Codérail demande à SNCF Réseau d’entretenir les voies plutôt que de les démonter.
Cas de la gare de Lunery
La société FEROLAC souhaite utiliser l’embranchement pour le démontage de wagons, mais la suppression envisagée par la SNCF de la voie d’évitement condamnerait l’accès à ce chantier futur.
Transports routiers et environnement
Le trafic des poids lourds dégrade la santé publique et coûte cher aux collectivités.
Codérail demande des mesures pour obliger les camions à emprunter les autoroutes et favoriser le fret ferroviaire, à l’image de la Suisse.
Intervention de Loïc Kervran, Député
Les régions ne sont pas les mieux placées pour gérer les trains du quotidien : l’État et les départements doivent reprendre la main.

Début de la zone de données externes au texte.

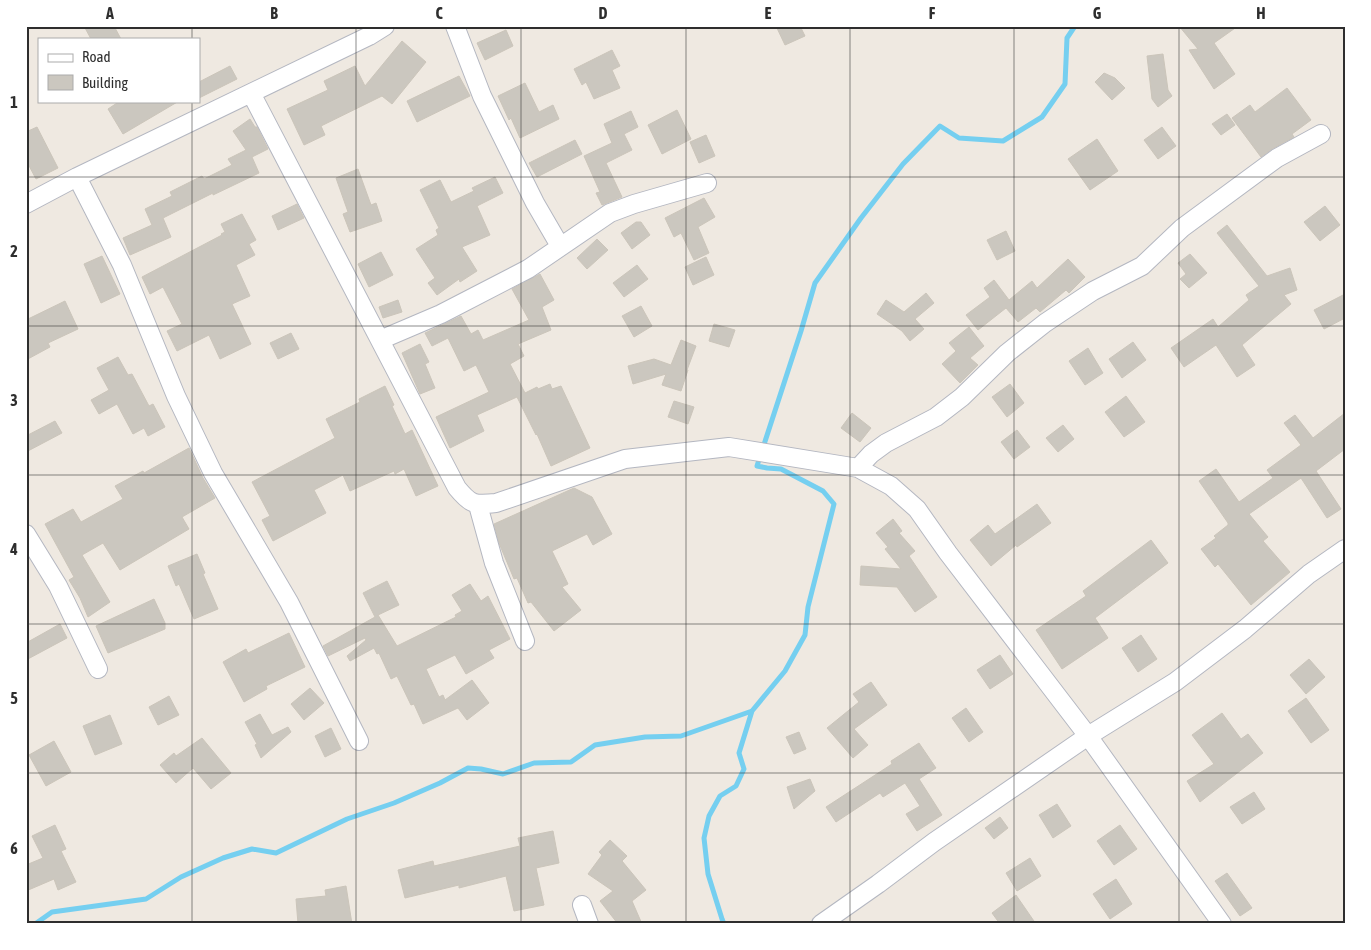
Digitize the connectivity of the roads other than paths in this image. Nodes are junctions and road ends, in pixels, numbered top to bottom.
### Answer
1 (385, 26) edge
2 (454, 26) edge
3 (251, 93) junction
4 (1321, 134) dead end
5 (77, 177) junction
6 (707, 183) dead end
7 (26, 204) edge
8 (560, 246) junction
9 (380, 340) junction
10 (858, 468) junction
11 (478, 505) junction
12 (26, 534) edge
13 (1345, 550) edge
14 (526, 641) dead end
15 (98, 669) dead end
16 (1088, 736) junction
17 (359, 741) dead end
18 (582, 905) dead end
19 (589, 924) edge
20 (821, 924) edge
21 (1222, 924) edge

1 - 3 street
2 - 8 street
3 - 5 street
3 - 9 street
4 - 10 street
5 - 7 street
5 - 17 street
6 - 8 street
8 - 9 street
9 - 11 street
10 - 11 street
10 - 16 street
11 - 14 street
12 - 15 street
13 - 16 street
16 - 20 street
16 - 21 street
18 - 19 street

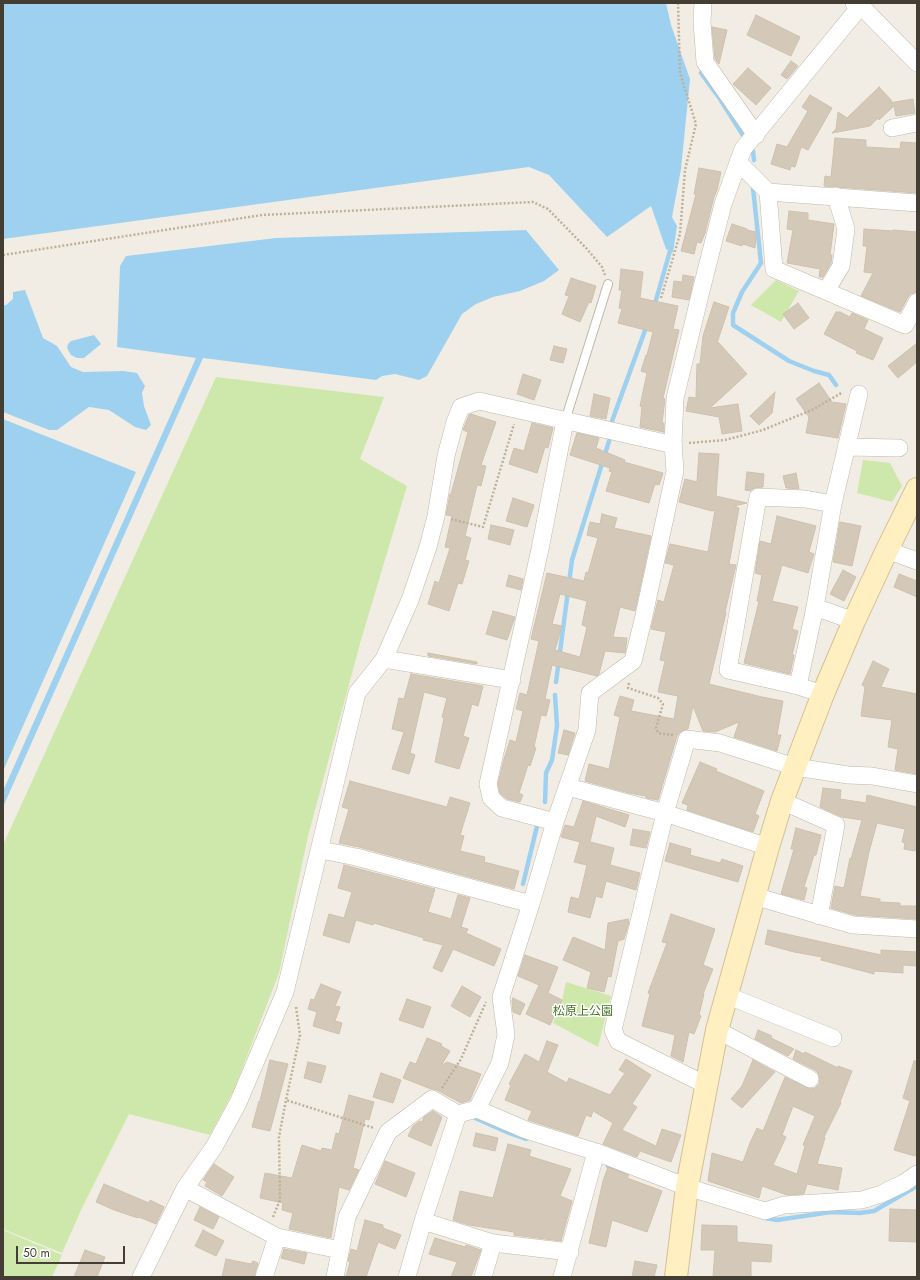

En 2018, la ligne était menacée de fermeture ; elle a été sauvée, mais reste vulnérable.
Constats et propositions :
- Matériel peu fiable et manque de régularité
- Reclassement souhaité de la ligne en catégorie 6–7
- Écrire au Président de Région pour dénoncer l’abandon de la liaison du Boischaut
- Intervenir auprès du Ministre des Transports pour reclasser Paris–Montluçon en TET
- Demander à SNCF Réseau de conserver la voie d’évitement à Lunery
Conclusion du Codérail
Le rail devrait être au cœur de la transition écologique, mais il reste désavantagé face à la route et à l’aérien.
L’État investit dans la défense mais délaisse l’aménagement ferroviaire.
Les coupes budgétaires accentuent les inégalités entre les modes de transport.
Codérail appelle à un service ferroviaire 100 % public et national, essentiel pour désenclaver le Cher et l’Allier et réduire le trafic routier.
Les revendications principales :
- Tarifs de billets uniques et attractifs
- Ponctualité et cadencement adaptés aux besoins
- Retour des trains directs Paris–Montluçon matin et soir (3 h de trajet)
- Reclassement de la liaison Paris–Montluçon en TET
Pour que nos territoires retrouvent leur attractivité, il est nécessaire que l’action publique ne se concentre pas uniquement autour des métropoles.